Keywords

1 Introduction

In the blasting project, predicting the blasting vibration intensity accurately plays an important role in controlling the impact of blasting vibration. The blasting vibration intensity can be estimated by blasting vibration velocity, which is widely used around the world. In practice, sadovski formula is used to calculate blasting vibration velocity [1]. However, the method is not accurate because of the complex environment and many unknown factors in blasting. In order to predict velocity more accurately, Lv et al. used the non-linear regression method to calculate the parameters of the sadovski formula [2]. Shi et al. proposed to use the SVR model to predict velocity and compared SVR with the neural network (NN) method and sadovski method. The results showed that SVR turned out to be a better prediction method [3]. However, the parameters of SVR are empirically set. So it is unreliable to determine the blasting vibration velocity by the traditional SVR method.

With the further study of blasting vibration, it has been found that blasting vibration frequency plays an important role in the destruction of buildings. When the vibration frequency is close to the inherent frequency of the building, resonance phenomenon may occur and the building can be easily destroyed. In addition, the vibration duration is an important attribute of blasting vibration intensity [4]. Therefore, we use vibration velocity, frequency and duration to predict the blasting vibration intensity, which is better to guide engineering blasting activities. Many scholars used NN that has three nodes in output layer to predict the above three variables simultaneously, and experiments showed that the relative error of NN was lower than other methods [5, 6, 7, 8]. However, NN method is easy to get the local minimum, and the key parameters, such as hidden layer nodes and learning rate, need to be manually set. Especially when there are abnormal points in the blasting data, the over-fitting feature will reduce the accuracy and the stability of NN model.

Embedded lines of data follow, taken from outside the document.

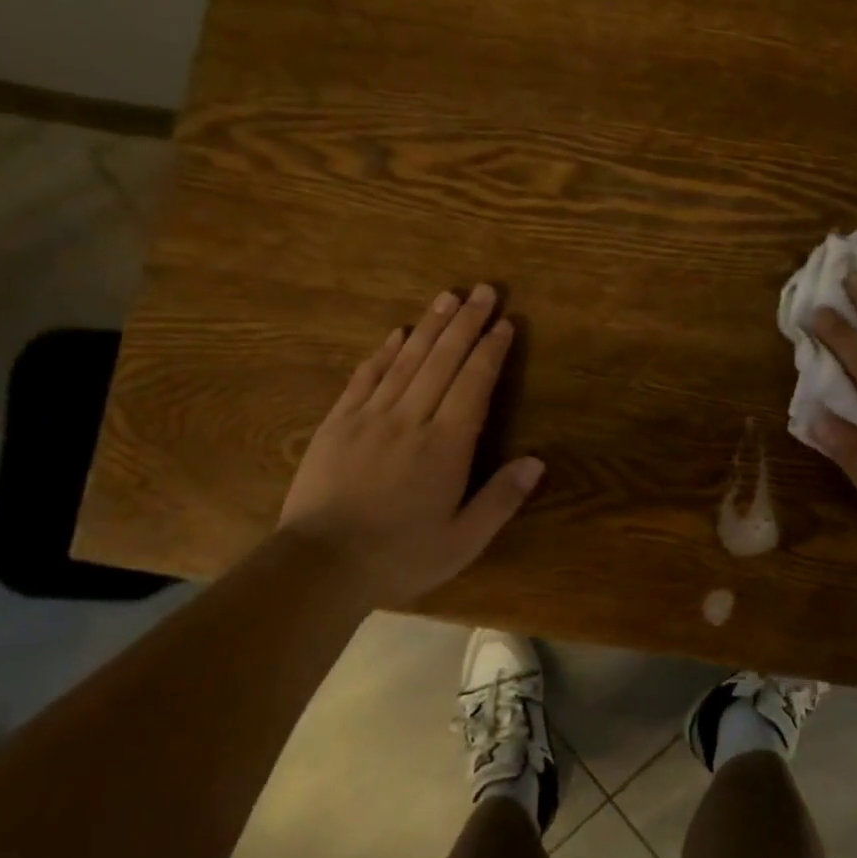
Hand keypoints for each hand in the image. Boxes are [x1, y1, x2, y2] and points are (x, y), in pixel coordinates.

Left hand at [278, 284, 543, 605]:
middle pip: (443, 361)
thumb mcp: (462, 541)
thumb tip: (537, 462)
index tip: (505, 323)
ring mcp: (370, 417)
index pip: (474, 385)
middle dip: (466, 324)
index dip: (491, 352)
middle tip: (484, 291)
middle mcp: (410, 420)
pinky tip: (397, 333)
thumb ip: (500, 500)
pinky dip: (384, 352)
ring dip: (430, 326)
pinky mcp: (338, 423)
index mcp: (445, 447)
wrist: (320, 566)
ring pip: (406, 360)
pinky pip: (365, 377)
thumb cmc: (399, 557)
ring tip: (448, 297)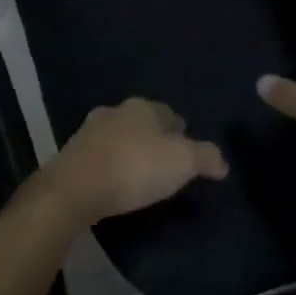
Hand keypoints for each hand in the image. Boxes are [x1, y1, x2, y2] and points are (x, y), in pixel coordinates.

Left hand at [42, 98, 228, 225]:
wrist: (75, 188)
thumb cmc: (135, 167)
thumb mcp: (183, 162)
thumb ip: (206, 157)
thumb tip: (223, 162)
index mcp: (144, 107)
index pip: (171, 115)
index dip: (183, 134)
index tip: (189, 155)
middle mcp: (117, 110)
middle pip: (144, 124)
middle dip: (154, 141)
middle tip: (166, 167)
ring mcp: (90, 131)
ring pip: (120, 138)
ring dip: (130, 152)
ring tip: (140, 178)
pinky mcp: (72, 155)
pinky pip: (101, 157)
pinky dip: (111, 166)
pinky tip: (115, 184)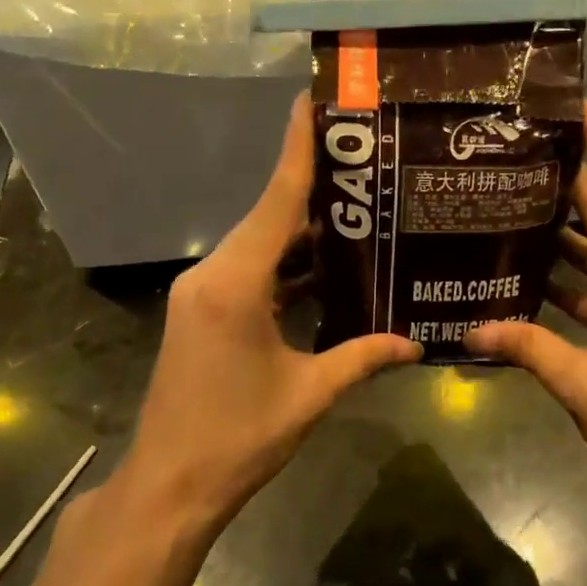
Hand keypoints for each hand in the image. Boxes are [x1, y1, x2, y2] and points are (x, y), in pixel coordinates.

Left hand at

The work of this paper is as follows: (1) we combine genetic algorithm (GA) to adjust move direction of particles in PSO, and adopt the appropriate fitness function and encoding method; (2) we use improved PSO to search for the best parameters of SVR model, and use the best SVR model to predict the blasting vibration velocity, frequency and duration; (3) based on the blasting vibration data, we complete the improved PSO-SVR algorithm on the Apache Spark computing cluster, and compare prediction accuracy and time performance with other blasting vibration prediction methods. The results show that the improved PSO-SVR algorithm is more accurate, and it is feasible to predict blasting vibration intensity. Meanwhile, the algorithm is more efficient on the Spark cluster than on single node.

2 Improved PSO-SVR Algorithm

We use three algorithms which include support vector machine regression (SVR), particle swarm optimization (PSO) and genetic algorithm (GA). The SVR is used to predict the blasting vibration intensity, PSO is used to optimize the parameters of SVR, and GA is used to improve the PSO.

2.1 Support Vector Machine Regression

Support vector machine regression (SVR) is used to solve the non-linear regression problem. SVR has the following characteristics compared with other methods: (1) a few data can determine the optimal space, so it is not easy to be over-fitted; (2) the abnormal points of training data result in limited impact on the optimal space, thus the SVR model is stable. However, the prediction accuracy depends on the parameters of SVR model, including penalty parameter, insensitive loss coefficient, kernel function and kernel parameter.

  1. (1)

    Penalty parameter: The penalty parameter is used to present the interval error and decide the complexity of the SVR model that is controlled by the number of support vectors. Small penalty parameter means that there is a relatively large interval, thus the resulting model is relatively simple.

  2. (2)

    Insensitive loss coefficient: The insensitive loss coefficient is used to measure the interval error of each data sample. It also controls the complexity of the model. The larger the parameter is, the fewer the number of support vectors obtained and the simpler the SVR model is.

  3. (3)

    Kernel function: The original feature space maps to the new feature space through the kernel function. Different kernel functions can get different SVR models with different regression functions, so the change of kernel functions will make a big difference in the prediction result of the SVR model [9]. Vol. N. explained the RBF is a better choice for the data without prior knowledge, since blasting vibration data lack of prior knowledge and distribution information [10]. The RBF is shown in formula (1).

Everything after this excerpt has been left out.